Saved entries
:::::

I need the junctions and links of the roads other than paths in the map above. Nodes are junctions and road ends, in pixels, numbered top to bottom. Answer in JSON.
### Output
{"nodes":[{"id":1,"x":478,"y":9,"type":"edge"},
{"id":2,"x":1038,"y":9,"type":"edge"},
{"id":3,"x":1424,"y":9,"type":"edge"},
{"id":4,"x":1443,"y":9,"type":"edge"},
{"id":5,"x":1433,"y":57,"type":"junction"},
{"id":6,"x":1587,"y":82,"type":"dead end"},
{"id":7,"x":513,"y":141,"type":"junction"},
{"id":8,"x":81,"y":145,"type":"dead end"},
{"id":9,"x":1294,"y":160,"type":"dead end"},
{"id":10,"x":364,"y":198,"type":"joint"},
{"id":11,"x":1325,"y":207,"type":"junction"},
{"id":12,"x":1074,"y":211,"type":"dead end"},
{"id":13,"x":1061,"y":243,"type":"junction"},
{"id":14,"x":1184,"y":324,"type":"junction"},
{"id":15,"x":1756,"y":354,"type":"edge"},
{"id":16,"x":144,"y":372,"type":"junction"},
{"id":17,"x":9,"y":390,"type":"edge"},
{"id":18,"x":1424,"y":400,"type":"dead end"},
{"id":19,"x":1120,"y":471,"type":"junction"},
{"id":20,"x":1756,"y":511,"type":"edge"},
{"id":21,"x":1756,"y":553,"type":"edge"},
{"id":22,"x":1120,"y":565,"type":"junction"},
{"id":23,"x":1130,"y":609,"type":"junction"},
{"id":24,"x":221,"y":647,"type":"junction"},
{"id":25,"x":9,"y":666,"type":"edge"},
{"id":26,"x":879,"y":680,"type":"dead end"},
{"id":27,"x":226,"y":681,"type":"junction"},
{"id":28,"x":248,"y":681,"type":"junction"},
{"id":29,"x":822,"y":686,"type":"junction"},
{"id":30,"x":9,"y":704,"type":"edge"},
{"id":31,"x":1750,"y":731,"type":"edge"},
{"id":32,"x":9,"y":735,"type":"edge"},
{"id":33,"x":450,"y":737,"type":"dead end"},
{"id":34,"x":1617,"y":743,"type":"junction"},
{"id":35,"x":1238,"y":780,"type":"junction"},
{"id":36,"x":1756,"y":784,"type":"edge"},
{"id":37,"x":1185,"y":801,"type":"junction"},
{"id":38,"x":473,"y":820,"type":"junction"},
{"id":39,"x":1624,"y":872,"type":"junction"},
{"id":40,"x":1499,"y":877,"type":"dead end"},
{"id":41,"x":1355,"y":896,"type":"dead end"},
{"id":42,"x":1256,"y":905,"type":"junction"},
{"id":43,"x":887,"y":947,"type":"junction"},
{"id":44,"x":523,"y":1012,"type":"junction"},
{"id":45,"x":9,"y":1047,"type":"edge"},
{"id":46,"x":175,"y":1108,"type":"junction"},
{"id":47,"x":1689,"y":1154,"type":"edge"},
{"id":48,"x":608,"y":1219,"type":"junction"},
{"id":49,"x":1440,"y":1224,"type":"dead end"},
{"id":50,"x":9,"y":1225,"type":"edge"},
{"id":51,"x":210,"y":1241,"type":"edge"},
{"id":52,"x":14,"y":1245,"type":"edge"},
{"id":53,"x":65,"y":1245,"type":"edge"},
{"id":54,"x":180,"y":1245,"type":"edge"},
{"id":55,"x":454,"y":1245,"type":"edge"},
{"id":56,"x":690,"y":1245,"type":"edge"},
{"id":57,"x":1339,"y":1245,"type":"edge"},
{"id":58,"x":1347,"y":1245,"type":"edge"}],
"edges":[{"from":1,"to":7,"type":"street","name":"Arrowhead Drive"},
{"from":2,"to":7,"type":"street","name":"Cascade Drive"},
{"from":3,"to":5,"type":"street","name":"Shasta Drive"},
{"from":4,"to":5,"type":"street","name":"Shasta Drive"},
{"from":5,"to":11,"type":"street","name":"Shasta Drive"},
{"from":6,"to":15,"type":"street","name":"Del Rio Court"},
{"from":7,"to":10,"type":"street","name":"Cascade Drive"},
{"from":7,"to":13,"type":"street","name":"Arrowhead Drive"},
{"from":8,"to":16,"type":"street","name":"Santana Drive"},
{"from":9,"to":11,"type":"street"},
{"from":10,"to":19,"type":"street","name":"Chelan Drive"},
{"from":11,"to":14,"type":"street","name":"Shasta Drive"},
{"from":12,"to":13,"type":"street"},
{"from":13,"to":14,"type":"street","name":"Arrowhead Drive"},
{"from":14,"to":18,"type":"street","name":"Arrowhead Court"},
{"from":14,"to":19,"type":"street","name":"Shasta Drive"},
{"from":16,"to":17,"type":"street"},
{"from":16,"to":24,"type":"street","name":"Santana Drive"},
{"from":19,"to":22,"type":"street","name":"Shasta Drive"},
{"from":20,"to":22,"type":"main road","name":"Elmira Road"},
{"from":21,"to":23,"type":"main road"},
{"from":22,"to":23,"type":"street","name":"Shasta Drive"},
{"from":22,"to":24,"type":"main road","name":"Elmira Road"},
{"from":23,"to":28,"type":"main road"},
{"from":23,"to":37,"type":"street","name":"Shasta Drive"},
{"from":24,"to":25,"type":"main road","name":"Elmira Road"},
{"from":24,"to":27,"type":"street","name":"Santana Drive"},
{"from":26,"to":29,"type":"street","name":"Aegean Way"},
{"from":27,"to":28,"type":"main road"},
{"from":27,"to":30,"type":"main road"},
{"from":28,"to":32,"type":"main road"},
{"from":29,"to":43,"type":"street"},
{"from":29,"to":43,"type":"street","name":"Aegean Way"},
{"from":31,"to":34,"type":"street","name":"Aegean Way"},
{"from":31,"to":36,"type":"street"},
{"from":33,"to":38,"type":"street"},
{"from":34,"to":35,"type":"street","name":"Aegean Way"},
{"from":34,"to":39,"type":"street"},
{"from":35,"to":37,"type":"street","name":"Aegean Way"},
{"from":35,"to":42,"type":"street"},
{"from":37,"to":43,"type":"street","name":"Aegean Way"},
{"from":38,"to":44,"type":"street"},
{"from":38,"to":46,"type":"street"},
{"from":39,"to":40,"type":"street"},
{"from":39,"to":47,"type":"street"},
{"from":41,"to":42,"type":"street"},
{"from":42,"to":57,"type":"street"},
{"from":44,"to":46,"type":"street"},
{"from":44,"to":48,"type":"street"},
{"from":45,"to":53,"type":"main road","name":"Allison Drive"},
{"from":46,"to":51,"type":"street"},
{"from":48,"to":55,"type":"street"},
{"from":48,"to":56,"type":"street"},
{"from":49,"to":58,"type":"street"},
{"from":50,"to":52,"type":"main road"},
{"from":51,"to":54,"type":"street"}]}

:::::

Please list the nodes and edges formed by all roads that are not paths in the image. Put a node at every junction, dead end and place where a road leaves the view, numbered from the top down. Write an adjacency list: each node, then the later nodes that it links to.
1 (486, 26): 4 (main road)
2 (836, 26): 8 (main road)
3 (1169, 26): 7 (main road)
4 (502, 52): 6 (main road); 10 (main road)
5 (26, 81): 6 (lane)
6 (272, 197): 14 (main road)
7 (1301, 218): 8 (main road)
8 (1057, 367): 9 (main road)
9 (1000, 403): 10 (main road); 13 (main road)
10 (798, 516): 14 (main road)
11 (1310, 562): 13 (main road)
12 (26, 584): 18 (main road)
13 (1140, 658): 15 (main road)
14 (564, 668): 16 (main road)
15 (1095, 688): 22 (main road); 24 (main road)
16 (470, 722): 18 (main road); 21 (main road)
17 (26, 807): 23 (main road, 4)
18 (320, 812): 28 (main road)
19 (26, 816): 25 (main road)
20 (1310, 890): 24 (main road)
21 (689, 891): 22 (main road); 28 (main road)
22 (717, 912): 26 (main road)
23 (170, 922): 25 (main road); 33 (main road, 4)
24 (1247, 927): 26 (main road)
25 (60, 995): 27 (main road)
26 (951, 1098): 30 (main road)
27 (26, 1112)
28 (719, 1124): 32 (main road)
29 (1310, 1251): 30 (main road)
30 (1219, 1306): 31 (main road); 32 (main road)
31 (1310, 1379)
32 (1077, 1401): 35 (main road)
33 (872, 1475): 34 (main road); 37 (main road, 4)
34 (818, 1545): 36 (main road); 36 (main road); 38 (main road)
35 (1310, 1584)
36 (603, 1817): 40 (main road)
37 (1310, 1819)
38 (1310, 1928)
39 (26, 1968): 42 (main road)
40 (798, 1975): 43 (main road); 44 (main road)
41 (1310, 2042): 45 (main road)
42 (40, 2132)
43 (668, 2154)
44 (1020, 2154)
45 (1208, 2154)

:::::

WORK ITEM
Look through the records for the string "roads". Copy every line that has it.

ANSWER
I need the junctions and links of the roads other than paths in the map above. Nodes are junctions and road ends, in pixels, numbered top to bottom. Answer in JSON.
Please list the nodes and edges formed by all roads that are not paths in the image. Put a node at every junction, dead end and place where a road leaves the view, numbered from the top down. Write an adjacency list: each node, then the later nodes that it links to.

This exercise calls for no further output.